Artículos de revistas
Decitabine maintains hematopoietic precursor self-renewal by preventing repression of stem cell genes by a differentiation-inducing stimulus
Fecha
2010-06Registro en:
Hu, Zhenbo; Negrotto, Soledad; Gu, Xiaorong; Mahfouz, Reda; Ng, Kwok Peng; et al.; Decitabine maintains hematopoietic precursor self-renewal by preventing repression of stem cell genes by a differentiation-inducing stimulus; American Association for Cancer Research; Molecular Cancer Therapeutics; 9; 6; 6-2010; 1536-1543
1535-7163
CONICET Digital
CONICET
Autor
Hu, Zhenbo
Negrotto, Soledad
Gu, Xiaorong
Mahfouz, Reda
Ng, Kwok Peng
Ebrahem, Quteba
Copelan, Edward
Singh, Harinder
Maciejewski, Jaroslaw P.
Saunthararajah, Yogen
Resumen
The cytosine analogue decitabine alters hematopoietic differentiation.

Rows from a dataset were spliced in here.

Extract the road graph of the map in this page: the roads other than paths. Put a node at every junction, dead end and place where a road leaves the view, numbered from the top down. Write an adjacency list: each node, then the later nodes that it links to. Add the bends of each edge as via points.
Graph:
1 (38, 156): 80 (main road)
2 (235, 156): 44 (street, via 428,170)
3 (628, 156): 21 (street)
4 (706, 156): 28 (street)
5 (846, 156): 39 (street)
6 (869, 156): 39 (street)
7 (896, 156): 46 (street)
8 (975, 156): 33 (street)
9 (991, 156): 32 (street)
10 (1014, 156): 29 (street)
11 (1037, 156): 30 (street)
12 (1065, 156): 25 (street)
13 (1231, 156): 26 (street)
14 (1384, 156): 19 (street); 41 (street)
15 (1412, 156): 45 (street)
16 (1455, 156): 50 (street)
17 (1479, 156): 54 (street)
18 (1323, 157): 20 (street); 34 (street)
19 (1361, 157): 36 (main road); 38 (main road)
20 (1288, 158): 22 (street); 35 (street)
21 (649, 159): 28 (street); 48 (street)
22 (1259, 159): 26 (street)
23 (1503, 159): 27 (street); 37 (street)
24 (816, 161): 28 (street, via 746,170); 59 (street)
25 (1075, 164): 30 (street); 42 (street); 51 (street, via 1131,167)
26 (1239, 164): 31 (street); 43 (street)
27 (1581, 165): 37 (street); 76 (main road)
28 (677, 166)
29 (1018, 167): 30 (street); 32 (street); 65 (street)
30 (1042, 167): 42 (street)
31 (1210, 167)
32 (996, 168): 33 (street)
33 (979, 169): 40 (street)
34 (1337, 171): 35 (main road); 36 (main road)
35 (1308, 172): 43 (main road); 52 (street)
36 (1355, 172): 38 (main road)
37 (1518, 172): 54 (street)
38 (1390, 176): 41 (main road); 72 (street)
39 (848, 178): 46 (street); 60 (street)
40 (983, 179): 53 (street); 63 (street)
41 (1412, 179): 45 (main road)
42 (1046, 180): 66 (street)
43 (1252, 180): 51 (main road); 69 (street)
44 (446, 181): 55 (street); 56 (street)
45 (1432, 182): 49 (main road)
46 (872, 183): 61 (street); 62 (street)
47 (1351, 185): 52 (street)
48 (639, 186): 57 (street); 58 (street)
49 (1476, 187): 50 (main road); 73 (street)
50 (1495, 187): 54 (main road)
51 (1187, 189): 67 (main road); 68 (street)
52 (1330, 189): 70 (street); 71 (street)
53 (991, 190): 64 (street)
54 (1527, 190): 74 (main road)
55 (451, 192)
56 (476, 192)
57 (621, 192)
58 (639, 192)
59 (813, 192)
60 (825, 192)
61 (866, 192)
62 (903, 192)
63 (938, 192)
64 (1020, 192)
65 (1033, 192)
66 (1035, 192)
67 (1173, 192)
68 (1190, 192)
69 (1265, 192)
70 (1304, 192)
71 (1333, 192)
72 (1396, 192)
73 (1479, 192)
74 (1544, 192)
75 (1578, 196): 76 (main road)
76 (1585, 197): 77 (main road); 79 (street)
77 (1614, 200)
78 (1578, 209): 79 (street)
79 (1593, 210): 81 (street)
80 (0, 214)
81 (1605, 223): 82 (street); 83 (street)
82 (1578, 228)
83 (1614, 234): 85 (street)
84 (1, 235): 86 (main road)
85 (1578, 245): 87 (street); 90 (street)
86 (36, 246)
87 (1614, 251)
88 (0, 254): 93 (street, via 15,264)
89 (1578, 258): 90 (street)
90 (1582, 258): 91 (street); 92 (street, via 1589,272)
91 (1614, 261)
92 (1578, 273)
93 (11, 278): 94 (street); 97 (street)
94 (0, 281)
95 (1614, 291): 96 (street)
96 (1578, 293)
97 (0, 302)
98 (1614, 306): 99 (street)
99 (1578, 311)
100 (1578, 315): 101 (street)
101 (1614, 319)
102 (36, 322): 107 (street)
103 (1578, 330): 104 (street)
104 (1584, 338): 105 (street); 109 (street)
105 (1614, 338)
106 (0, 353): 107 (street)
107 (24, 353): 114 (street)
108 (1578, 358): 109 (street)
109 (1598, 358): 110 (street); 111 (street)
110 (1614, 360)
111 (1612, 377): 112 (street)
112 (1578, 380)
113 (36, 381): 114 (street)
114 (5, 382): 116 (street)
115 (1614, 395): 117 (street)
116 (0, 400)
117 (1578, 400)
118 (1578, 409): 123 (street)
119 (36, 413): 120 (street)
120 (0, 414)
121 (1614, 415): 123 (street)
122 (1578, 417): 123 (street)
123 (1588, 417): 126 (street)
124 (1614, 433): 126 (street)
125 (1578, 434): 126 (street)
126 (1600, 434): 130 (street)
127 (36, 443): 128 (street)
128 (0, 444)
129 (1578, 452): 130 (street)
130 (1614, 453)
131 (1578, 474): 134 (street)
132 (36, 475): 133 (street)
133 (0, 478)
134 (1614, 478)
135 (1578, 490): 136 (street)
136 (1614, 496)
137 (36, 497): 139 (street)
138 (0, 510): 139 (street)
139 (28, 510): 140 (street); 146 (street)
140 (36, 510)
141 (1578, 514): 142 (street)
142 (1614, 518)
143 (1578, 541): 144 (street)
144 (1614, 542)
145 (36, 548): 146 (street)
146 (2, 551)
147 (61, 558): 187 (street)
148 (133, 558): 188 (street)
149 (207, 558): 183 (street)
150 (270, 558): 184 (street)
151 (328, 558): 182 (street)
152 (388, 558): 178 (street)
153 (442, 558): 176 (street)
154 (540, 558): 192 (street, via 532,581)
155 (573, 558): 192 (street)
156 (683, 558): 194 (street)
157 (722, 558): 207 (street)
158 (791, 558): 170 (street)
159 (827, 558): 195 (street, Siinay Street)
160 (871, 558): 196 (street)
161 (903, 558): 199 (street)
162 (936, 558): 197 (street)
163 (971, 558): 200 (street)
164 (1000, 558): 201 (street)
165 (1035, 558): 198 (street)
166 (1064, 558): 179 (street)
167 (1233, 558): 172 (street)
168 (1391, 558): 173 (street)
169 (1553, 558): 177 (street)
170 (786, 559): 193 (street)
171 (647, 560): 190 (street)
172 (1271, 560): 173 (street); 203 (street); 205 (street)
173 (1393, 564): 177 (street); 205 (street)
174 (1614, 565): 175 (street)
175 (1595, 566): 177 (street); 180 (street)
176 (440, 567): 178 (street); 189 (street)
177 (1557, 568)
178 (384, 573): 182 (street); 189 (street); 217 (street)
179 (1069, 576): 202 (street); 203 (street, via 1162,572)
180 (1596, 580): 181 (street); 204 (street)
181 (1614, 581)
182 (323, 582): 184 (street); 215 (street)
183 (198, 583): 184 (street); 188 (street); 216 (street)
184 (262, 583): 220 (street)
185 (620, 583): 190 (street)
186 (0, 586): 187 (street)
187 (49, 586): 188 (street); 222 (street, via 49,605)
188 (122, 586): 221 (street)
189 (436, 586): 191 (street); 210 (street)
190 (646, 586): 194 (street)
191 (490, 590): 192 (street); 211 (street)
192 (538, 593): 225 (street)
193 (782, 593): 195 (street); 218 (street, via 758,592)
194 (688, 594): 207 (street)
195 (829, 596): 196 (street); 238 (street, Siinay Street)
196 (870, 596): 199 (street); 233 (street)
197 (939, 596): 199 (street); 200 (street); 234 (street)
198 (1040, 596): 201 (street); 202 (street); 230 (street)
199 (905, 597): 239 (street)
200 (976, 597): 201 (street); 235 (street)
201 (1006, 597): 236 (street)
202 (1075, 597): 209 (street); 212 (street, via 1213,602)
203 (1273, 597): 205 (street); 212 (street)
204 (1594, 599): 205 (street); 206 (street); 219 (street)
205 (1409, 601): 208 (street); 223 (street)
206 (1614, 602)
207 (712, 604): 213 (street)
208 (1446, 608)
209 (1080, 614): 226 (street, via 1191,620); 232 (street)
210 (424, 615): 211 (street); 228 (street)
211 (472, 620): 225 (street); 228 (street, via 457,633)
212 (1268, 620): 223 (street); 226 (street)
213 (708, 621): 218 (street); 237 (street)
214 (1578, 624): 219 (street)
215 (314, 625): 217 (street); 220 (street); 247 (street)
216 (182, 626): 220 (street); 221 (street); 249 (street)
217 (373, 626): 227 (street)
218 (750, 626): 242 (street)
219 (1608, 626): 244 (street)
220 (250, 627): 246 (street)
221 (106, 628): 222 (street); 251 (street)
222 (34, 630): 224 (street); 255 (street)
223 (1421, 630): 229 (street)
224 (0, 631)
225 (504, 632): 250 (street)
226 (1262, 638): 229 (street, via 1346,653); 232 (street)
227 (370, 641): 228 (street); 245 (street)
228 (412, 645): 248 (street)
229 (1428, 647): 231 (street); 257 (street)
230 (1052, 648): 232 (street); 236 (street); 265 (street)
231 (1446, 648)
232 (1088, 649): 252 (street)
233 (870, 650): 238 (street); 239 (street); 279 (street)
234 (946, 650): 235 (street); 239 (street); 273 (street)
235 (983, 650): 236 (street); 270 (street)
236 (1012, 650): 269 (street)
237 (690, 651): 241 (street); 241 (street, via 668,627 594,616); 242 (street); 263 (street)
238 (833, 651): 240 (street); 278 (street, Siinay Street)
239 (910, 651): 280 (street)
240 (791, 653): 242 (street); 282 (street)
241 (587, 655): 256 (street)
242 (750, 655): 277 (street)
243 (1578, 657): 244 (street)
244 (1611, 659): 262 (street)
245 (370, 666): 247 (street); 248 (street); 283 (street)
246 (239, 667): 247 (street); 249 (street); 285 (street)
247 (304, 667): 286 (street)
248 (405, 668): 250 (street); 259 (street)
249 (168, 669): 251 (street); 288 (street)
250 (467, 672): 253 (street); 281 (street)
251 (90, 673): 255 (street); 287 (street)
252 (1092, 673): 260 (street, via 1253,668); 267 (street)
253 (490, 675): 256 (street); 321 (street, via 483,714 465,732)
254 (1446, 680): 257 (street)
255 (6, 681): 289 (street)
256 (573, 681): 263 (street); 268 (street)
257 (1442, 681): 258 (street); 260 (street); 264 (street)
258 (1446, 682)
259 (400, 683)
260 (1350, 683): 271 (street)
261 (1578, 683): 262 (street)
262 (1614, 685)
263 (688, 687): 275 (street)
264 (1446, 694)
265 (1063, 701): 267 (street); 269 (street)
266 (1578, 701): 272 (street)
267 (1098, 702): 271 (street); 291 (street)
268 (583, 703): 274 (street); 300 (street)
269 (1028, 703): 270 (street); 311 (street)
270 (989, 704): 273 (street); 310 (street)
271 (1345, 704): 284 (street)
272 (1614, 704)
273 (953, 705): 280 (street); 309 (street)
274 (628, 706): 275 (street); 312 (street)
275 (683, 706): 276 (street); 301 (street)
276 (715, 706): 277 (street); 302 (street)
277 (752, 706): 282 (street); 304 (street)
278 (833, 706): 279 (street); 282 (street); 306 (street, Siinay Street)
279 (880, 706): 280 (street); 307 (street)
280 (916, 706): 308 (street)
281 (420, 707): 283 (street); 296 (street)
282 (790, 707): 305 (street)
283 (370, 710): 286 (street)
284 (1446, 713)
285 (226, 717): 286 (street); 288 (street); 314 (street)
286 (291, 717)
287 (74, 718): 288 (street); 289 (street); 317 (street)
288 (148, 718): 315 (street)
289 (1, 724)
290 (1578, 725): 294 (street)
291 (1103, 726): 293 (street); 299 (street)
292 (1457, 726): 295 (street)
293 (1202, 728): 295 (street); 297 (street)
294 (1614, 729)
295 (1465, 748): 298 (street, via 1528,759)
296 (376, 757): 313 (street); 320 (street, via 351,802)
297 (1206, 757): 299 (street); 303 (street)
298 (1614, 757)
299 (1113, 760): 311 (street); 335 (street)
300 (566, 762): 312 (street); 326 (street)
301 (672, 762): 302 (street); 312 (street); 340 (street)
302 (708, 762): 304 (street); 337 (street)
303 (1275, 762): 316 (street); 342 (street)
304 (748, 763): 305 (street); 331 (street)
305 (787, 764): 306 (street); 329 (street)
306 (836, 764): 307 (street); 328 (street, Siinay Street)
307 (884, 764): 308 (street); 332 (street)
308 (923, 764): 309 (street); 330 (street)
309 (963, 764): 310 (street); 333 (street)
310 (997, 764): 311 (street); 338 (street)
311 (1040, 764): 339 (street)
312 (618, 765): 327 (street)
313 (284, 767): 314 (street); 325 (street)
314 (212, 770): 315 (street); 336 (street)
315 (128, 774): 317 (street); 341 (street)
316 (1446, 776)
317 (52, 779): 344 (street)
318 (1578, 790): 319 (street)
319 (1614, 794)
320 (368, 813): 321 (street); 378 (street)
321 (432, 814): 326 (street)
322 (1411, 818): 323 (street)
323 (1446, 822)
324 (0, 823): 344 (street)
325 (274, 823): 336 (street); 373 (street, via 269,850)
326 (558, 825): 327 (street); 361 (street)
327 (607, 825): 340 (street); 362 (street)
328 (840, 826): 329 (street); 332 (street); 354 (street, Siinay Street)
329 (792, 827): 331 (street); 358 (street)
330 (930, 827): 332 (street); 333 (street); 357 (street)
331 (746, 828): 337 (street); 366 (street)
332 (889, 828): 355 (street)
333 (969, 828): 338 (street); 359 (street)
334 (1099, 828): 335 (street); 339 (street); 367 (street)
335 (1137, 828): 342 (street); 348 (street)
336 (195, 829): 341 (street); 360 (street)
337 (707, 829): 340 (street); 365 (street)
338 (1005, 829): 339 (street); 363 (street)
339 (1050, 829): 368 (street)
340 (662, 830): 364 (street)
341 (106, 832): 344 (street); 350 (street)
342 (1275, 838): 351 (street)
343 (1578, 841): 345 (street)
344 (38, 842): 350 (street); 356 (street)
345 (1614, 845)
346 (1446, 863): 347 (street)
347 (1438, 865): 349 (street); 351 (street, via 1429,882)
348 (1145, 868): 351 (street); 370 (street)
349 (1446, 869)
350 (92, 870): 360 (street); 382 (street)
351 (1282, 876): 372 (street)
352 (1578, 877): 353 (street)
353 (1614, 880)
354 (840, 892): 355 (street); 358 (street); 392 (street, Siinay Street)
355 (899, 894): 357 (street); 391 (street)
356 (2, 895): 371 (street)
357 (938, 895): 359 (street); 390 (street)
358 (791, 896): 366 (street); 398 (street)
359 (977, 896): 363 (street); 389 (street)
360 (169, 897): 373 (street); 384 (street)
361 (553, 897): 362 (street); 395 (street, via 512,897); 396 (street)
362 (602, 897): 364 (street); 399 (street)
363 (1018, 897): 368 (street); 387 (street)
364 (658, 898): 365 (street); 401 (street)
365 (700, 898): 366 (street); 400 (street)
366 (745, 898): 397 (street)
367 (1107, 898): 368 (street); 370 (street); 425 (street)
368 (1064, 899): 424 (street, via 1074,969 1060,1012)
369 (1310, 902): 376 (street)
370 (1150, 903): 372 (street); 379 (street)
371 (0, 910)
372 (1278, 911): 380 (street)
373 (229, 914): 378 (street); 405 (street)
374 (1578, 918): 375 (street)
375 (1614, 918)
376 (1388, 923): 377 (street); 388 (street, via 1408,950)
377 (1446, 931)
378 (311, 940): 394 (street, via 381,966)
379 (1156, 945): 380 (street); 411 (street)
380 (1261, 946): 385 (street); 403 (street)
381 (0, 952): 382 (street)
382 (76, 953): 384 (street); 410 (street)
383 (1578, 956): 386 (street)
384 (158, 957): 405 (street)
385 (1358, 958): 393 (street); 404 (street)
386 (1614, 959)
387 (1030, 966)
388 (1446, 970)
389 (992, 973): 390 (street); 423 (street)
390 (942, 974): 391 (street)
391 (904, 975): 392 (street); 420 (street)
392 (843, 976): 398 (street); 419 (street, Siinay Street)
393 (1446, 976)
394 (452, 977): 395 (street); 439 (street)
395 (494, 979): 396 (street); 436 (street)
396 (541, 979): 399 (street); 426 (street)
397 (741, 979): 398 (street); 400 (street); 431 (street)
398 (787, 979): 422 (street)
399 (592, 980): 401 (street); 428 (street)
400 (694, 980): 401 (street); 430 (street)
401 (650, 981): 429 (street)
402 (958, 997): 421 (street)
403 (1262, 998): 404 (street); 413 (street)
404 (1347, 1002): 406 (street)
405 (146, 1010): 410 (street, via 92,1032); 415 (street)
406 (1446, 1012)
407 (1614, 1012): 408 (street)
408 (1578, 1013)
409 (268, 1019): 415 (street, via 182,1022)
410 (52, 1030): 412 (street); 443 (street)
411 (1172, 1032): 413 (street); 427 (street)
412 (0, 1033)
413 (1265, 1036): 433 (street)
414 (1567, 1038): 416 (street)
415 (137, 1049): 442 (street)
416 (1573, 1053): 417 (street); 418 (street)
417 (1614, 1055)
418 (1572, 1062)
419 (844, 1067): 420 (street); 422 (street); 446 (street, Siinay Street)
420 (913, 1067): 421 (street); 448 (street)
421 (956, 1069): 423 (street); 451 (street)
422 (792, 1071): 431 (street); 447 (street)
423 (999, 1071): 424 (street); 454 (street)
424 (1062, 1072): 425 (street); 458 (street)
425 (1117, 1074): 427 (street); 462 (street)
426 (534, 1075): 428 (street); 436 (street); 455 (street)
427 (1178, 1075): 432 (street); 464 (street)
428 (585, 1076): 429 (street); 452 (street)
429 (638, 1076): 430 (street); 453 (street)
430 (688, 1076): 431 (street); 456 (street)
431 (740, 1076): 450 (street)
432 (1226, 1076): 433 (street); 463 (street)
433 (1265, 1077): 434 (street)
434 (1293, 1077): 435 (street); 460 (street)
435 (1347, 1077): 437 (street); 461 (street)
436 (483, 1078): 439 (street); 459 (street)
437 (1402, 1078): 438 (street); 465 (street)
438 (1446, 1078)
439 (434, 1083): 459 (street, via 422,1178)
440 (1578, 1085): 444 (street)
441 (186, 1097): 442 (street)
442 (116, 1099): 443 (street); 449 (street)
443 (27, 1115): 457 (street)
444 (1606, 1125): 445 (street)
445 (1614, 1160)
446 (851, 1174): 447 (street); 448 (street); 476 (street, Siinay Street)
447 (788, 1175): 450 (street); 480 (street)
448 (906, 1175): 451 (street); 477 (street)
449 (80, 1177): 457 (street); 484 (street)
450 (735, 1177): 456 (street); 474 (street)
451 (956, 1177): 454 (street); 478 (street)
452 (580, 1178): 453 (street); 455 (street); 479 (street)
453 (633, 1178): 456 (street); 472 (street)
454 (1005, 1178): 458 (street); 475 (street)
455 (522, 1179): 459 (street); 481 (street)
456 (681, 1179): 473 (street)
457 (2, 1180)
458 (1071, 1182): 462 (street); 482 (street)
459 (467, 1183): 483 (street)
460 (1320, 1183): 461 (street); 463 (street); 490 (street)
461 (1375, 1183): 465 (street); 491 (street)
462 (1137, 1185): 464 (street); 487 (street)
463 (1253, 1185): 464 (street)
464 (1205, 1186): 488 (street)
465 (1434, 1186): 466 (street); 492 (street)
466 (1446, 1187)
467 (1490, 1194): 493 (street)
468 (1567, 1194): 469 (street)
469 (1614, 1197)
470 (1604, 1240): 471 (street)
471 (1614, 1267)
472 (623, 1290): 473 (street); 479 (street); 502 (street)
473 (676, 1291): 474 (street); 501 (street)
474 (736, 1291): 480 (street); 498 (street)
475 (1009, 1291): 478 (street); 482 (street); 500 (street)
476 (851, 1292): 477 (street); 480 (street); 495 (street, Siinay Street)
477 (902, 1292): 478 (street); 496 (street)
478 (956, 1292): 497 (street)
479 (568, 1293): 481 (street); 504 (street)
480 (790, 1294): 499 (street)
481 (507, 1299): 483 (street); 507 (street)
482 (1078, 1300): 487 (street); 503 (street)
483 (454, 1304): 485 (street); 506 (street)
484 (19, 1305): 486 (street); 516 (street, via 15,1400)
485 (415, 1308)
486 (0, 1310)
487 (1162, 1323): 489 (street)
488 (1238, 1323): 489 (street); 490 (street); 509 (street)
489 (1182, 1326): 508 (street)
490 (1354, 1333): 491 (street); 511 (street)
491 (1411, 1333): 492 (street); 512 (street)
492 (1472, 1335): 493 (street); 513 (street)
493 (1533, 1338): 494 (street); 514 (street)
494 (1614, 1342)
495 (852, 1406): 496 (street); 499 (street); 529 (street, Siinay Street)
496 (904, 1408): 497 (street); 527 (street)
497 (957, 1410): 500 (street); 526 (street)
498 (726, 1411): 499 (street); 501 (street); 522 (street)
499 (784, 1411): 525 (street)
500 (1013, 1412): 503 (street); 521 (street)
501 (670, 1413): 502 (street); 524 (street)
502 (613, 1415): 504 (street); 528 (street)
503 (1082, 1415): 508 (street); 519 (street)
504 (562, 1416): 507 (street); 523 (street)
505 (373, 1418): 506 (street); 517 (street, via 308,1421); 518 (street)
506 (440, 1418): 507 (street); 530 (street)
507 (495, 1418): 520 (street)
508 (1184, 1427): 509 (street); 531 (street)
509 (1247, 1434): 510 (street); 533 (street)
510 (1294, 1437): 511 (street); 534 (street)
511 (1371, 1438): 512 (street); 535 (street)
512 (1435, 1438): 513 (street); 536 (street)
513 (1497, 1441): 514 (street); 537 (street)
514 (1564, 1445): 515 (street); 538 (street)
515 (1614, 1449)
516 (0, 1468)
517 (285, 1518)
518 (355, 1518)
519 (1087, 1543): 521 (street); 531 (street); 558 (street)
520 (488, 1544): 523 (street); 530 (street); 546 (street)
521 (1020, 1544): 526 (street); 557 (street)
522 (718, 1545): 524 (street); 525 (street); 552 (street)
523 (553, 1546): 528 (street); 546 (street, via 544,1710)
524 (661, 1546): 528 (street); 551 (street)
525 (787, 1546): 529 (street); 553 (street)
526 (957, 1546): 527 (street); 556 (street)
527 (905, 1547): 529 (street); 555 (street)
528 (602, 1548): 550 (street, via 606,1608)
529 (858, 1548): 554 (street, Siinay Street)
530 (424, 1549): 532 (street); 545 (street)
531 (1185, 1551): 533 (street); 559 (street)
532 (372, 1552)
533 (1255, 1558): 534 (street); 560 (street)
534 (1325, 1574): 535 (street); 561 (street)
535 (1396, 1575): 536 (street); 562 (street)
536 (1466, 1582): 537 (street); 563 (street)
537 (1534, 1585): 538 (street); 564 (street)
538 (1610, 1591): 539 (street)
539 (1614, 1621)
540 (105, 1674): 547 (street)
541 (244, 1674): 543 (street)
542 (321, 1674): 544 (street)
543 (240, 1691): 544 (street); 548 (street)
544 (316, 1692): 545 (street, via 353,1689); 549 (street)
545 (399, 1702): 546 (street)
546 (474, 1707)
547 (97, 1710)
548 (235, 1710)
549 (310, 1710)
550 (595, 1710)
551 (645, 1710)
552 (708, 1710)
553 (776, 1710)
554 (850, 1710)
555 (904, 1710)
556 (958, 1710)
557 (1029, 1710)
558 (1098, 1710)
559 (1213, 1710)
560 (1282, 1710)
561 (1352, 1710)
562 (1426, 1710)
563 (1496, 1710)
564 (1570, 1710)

For example, decitabine treatment increases self-renewal of normal hematopoietic stem cells. The mechanisms underlying decitabine-induced shifts in differentiation are poorly understood, but likely relate to the ability of decitabine to deplete the chromatin-modifying enzyme DNA methyltransferase 1 (DNMT1), which plays a central role in transcription repression. HOXB4 is a transcription factor that promotes hematopoietic stem cell self-renewal. In hematopoietic precursors induced to differentiate by the lineage-specifying transcription factor Pu.1 or by the cytokine granulocyte-colony stimulating factor, there is rapid repression of HOXB4 and other stem cell genes. Depletion of DNMT1 using shRNA or decitabine prevents HOXB4 repression by Pu.1 or granulocyte-colony stimulating factor and maintains hematopoietic precursor self-renewal. In contrast, depletion of DNMT1 by decitabine 6 hours after the differentiation stimulus, that is, after repression of HOXB4 has occurred, augments differentiation. Therefore, DNMT1 is required for the early repression of stem cell genes, which occurs in response to a differentiation stimulus, providing a mechanistic explanation for the observation that decitabine can maintain or increase hematopoietic stem cell self-renewal in the presence of a differentiation stimulus. Using decitabine to deplete DNMT1 after this early repression phase does not impair progressive differentiation. ©2010 AACR.